▶ [What to do] Your answer needs to include each line of the records in which the string "every" can be found.

▶ [Records]
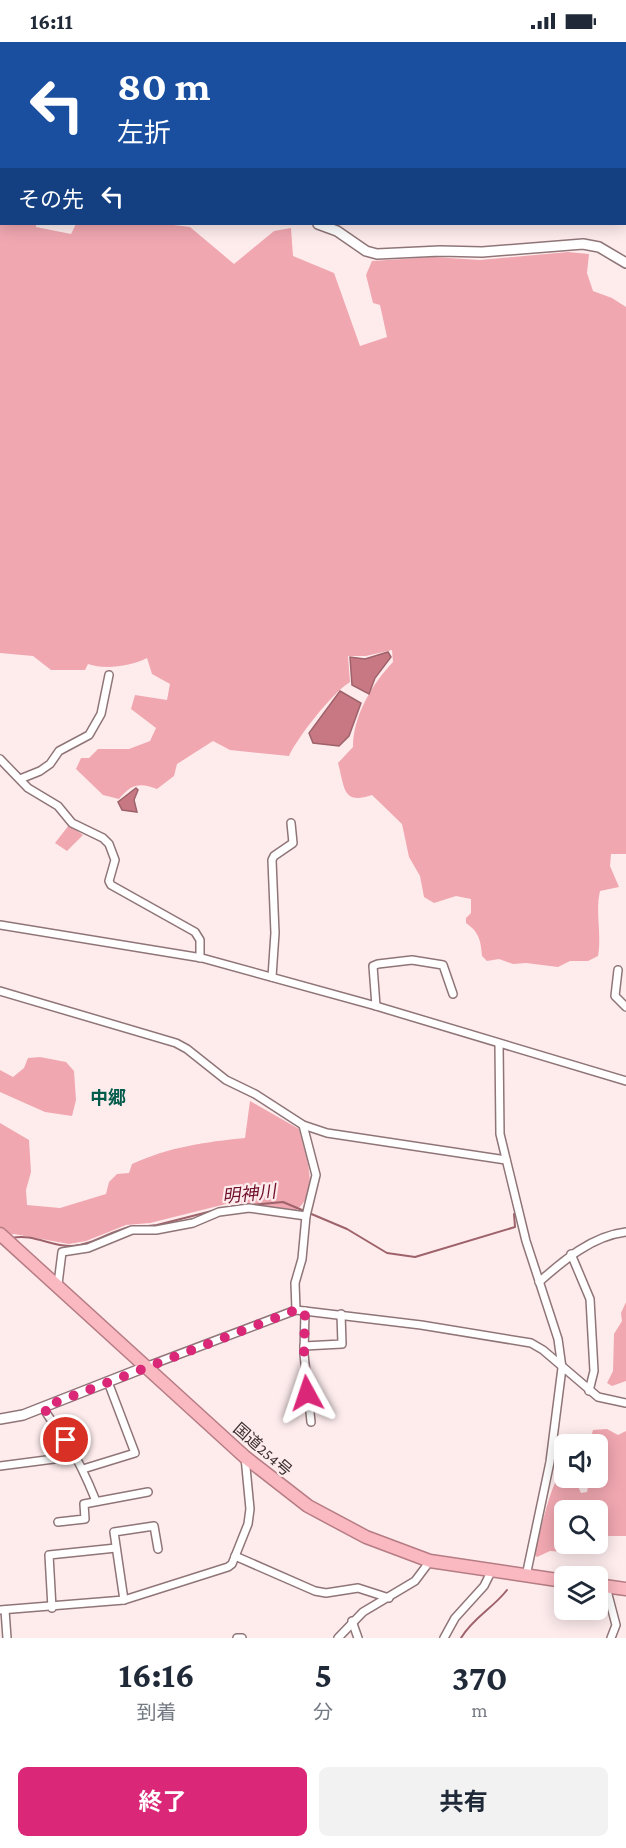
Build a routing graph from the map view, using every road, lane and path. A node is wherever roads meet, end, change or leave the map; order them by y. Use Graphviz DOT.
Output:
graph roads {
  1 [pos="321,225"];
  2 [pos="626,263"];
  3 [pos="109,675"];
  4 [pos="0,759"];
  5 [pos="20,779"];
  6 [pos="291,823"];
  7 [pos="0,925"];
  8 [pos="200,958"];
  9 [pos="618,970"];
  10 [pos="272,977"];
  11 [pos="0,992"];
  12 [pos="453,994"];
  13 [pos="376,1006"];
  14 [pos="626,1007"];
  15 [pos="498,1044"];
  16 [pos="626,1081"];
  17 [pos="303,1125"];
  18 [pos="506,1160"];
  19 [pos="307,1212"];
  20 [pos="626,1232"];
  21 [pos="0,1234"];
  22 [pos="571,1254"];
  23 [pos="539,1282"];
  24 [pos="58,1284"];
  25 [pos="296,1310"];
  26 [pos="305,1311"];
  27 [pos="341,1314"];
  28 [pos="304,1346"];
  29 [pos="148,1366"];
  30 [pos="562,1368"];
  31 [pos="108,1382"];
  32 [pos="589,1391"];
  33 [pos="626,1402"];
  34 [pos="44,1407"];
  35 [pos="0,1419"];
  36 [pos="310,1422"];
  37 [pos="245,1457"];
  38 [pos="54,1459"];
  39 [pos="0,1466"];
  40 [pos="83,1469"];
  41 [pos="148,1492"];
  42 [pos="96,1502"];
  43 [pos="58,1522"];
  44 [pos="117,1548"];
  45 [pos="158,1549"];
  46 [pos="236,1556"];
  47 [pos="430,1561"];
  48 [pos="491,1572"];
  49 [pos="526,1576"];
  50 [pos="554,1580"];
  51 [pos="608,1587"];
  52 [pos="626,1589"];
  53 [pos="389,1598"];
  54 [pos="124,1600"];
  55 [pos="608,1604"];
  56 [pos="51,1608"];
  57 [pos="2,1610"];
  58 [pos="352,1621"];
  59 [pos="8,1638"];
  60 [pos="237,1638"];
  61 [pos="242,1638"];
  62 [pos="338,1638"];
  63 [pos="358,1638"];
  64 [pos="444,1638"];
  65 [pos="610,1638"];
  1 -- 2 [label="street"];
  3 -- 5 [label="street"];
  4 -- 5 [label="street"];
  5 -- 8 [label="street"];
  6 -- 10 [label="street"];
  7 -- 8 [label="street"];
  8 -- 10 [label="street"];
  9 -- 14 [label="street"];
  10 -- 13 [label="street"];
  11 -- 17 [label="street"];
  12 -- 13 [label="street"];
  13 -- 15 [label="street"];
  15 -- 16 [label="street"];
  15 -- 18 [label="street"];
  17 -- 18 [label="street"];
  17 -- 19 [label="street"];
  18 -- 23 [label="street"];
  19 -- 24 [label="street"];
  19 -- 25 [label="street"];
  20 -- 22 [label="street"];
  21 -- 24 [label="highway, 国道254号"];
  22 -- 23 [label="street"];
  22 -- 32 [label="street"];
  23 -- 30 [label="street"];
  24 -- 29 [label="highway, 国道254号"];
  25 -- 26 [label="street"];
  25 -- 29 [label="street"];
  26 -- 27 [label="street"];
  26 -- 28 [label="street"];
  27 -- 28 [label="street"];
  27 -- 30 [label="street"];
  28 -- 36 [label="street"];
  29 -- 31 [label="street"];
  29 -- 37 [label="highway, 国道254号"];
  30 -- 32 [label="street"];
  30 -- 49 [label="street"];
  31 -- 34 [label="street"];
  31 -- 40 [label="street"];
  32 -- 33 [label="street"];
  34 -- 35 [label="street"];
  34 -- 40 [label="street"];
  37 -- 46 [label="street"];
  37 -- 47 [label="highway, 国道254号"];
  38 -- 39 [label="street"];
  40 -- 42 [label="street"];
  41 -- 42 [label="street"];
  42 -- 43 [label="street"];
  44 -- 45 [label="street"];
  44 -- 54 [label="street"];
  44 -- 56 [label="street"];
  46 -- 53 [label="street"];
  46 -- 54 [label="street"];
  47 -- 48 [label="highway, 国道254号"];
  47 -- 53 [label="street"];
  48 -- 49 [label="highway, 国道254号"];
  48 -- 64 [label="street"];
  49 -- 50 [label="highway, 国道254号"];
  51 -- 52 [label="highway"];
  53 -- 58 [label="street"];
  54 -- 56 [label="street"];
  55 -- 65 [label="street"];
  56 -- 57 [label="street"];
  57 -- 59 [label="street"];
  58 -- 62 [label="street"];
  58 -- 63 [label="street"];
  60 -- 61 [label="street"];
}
==
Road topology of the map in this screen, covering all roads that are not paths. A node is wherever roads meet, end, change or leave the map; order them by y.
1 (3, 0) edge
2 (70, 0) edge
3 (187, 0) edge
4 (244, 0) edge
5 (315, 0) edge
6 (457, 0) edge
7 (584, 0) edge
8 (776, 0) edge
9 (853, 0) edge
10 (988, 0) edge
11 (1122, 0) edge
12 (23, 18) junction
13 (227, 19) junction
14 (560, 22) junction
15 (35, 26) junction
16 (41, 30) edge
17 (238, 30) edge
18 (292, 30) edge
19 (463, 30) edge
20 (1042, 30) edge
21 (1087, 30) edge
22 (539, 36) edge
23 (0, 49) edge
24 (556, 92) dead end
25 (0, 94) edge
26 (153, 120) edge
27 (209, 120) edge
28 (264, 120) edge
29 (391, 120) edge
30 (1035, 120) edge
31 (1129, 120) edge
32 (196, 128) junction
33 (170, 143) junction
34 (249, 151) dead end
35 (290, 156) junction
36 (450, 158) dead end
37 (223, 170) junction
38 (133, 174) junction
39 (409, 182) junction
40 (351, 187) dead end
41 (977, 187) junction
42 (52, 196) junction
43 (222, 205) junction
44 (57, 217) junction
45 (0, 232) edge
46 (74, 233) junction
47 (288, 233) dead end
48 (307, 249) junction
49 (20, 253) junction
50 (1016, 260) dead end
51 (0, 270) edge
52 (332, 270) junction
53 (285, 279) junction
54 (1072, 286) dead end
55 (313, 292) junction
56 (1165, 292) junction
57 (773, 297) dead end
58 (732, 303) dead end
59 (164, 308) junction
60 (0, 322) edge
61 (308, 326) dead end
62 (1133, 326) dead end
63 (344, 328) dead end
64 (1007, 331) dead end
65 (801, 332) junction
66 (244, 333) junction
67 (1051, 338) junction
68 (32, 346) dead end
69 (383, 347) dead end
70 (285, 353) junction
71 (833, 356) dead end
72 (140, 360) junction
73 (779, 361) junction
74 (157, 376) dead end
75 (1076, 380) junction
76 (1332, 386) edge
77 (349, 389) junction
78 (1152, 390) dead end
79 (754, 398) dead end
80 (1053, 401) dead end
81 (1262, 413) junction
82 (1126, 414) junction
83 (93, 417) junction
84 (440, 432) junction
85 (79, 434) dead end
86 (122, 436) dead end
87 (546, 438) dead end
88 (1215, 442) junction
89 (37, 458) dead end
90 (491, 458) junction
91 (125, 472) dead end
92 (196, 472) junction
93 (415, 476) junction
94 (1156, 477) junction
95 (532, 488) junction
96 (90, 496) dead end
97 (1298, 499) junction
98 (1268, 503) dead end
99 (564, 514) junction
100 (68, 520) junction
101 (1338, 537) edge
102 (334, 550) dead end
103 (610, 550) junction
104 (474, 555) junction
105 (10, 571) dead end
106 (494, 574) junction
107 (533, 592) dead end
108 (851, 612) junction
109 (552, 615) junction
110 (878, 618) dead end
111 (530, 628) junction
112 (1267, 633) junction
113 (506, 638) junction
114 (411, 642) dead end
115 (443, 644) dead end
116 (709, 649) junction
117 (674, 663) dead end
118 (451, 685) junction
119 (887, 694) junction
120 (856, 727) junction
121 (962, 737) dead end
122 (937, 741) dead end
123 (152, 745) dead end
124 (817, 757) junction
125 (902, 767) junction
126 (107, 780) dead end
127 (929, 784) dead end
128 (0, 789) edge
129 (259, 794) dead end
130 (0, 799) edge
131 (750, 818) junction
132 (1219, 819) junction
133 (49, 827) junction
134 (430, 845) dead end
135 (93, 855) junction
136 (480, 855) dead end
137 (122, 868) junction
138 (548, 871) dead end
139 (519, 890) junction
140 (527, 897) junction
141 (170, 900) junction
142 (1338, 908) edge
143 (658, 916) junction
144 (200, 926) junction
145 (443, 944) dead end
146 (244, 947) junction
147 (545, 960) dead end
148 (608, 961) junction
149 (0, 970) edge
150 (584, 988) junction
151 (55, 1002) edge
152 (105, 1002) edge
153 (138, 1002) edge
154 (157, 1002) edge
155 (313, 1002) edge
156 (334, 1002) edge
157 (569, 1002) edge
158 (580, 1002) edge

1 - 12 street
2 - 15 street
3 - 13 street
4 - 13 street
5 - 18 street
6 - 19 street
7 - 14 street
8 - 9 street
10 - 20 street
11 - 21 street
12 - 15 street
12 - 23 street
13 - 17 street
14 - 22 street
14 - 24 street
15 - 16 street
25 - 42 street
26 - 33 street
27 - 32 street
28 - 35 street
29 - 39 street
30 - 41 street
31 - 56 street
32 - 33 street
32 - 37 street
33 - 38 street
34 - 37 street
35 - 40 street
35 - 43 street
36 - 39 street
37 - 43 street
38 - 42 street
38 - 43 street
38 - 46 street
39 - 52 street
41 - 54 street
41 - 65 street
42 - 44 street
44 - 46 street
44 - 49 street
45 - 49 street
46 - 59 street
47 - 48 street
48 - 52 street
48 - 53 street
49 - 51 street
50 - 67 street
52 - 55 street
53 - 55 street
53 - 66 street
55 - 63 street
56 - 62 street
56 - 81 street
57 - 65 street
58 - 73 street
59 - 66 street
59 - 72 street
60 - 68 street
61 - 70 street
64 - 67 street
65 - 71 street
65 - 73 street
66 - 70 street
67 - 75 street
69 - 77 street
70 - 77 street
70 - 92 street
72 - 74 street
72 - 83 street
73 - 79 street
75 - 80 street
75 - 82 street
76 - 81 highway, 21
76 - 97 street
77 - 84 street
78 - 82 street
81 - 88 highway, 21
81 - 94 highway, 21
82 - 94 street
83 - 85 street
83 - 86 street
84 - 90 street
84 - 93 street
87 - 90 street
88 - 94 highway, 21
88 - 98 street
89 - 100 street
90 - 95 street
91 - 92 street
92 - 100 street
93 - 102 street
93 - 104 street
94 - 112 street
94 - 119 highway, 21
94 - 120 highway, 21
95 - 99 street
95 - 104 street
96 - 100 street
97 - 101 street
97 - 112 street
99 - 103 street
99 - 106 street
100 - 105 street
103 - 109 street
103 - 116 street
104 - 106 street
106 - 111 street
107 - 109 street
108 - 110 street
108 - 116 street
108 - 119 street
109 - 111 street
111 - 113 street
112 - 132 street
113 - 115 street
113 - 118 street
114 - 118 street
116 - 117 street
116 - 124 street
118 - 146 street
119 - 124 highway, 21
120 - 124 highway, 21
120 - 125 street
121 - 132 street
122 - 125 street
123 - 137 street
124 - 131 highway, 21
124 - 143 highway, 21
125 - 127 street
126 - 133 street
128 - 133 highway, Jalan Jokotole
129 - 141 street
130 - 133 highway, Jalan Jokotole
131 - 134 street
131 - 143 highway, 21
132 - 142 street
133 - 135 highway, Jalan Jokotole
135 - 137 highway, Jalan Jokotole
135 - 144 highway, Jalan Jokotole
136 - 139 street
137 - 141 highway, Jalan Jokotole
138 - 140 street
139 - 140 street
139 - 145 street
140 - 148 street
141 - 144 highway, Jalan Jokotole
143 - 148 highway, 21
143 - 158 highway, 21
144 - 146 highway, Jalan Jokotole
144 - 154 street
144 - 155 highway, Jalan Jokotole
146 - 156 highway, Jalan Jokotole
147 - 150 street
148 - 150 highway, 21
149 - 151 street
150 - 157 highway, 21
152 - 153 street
==
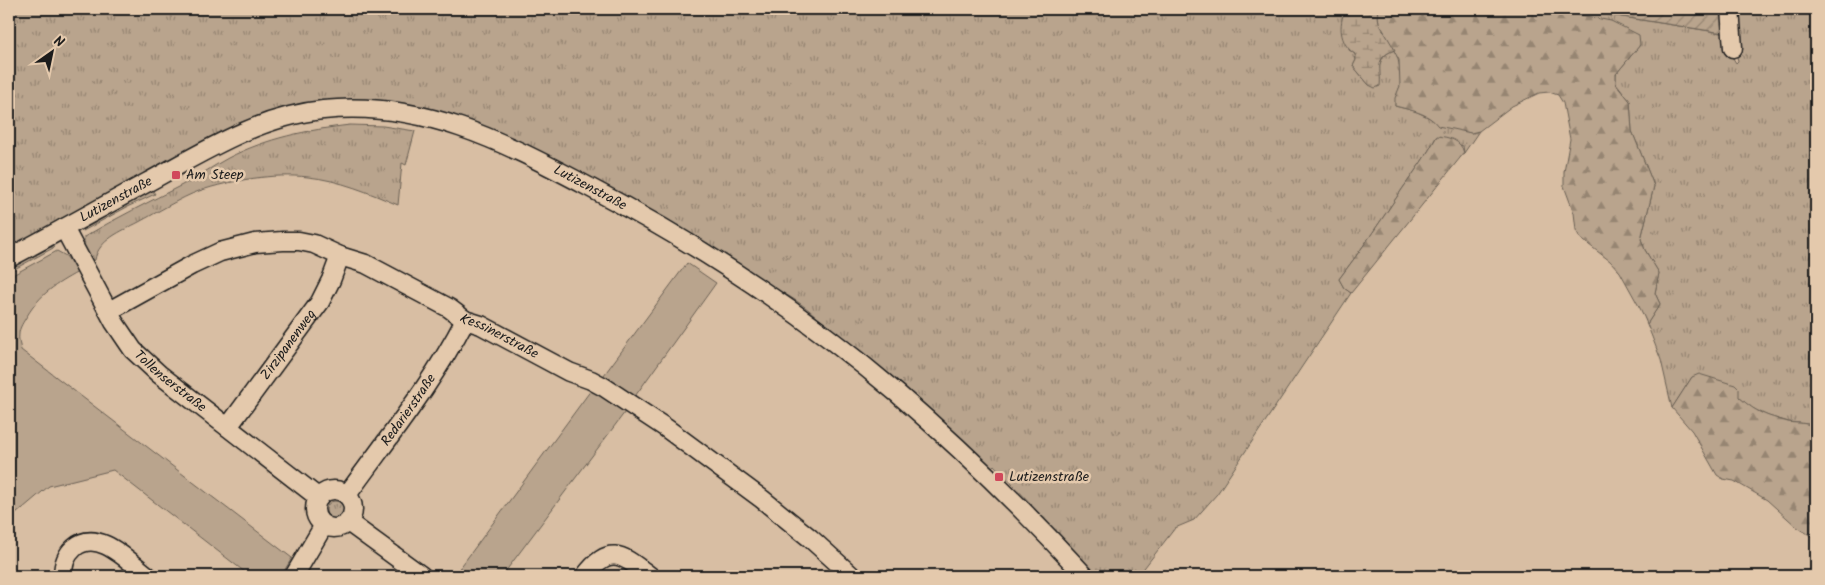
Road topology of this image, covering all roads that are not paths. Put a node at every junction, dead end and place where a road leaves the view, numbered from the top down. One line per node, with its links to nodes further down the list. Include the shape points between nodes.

▶ [Result for this task]
Build a routing graph from the map view, using every road, lane and path. A node is wherever roads meet, end, change or leave the map; order them by y. Use Graphviz DOT.
Road topology of this image, covering all roads that are not paths. Put a node at every junction, dead end and place where a road leaves the view, numbered from the top down. One line per node, with its links to nodes further down the list. Include the shape points between nodes.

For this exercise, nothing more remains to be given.